Please report every line in the entries that contains the string "dead".

Items from a data source:
··········

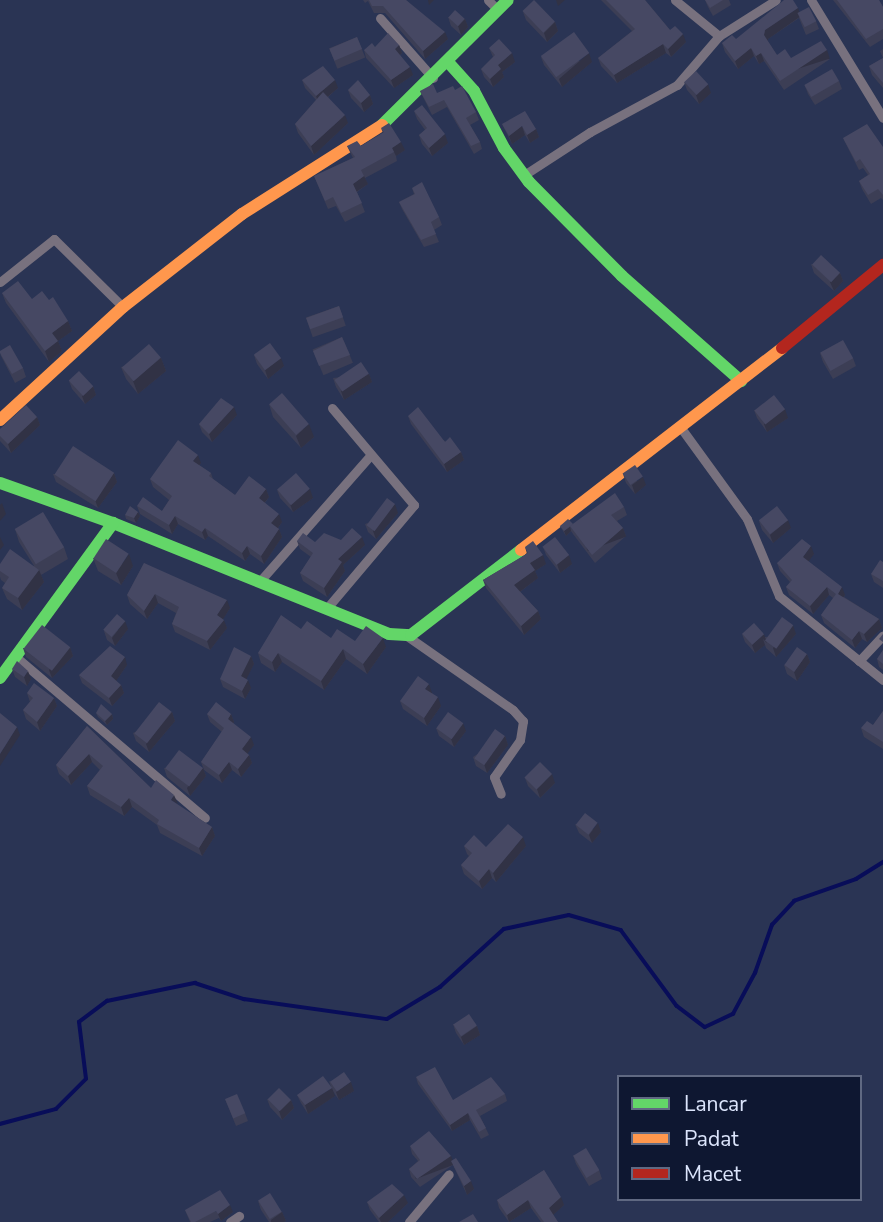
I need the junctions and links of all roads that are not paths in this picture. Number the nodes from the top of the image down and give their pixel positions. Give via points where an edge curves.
1 (488, 0) edge
2 (508, 0) edge
3 (675, 0) edge
4 (776, 0) edge
5 (811, 0) edge
6 (498, 10) junction
7 (380, 18) dead end
8 (719, 36) junction
9 (448, 62) junction
10 (433, 78) junction
11 (883, 118) edge
12 (524, 175) junction
13 (883, 265) edge
14 (0, 282) edge
15 (123, 307) junction
16 (741, 381) junction
17 (332, 408) dead end
18 (0, 420) edge
19 (681, 428) junction
20 (370, 456) junction
21 (0, 483) edge
22 (113, 523) junction
23 (260, 581) junction
24 (327, 608) junction
25 (883, 635) edge
26 (407, 636) junction
27 (16, 657) junction
28 (859, 661) junction
29 (0, 678) edge
30 (883, 680) edge
31 (501, 794) dead end
32 (205, 818) dead end
33 (449, 1174) dead end
34 (239, 1216) dead end
35 (230, 1222) edge
36 (409, 1222) edge

1 - 6 street
2 - 6 street
3 - 8 street
4 - 8 street
5 - 11 street
6 - 9 street
7 - 10 street
8 - 12 street via 677,85 590,132
9 - 10 street
9 - 12 street via 474,91
10 - 15 street via 377,130 284,184
12 - 16 street via 622,276
13 - 16 street
14 - 15 street via 54,239
15 - 18 street
16 - 19 street
17 - 20 street
19 - 26 street via 604,481
19 - 28 street via 747,519 779,596
20 - 23 street
20 - 24 street via 414,505
21 - 22 street
22 - 23 street
22 - 27 street
23 - 24 street
24 - 26 street via 389,634
25 - 28 street
26 - 31 street via 523,721 520,740 494,777
27 - 29 street
27 - 32 street
28 - 30 street
33 - 36 street
34 - 35 street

··········

*Task result*:
7 (380, 18) dead end
17 (332, 408) dead end
31 (501, 794) dead end
32 (205, 818) dead end
33 (449, 1174) dead end
34 (239, 1216) dead end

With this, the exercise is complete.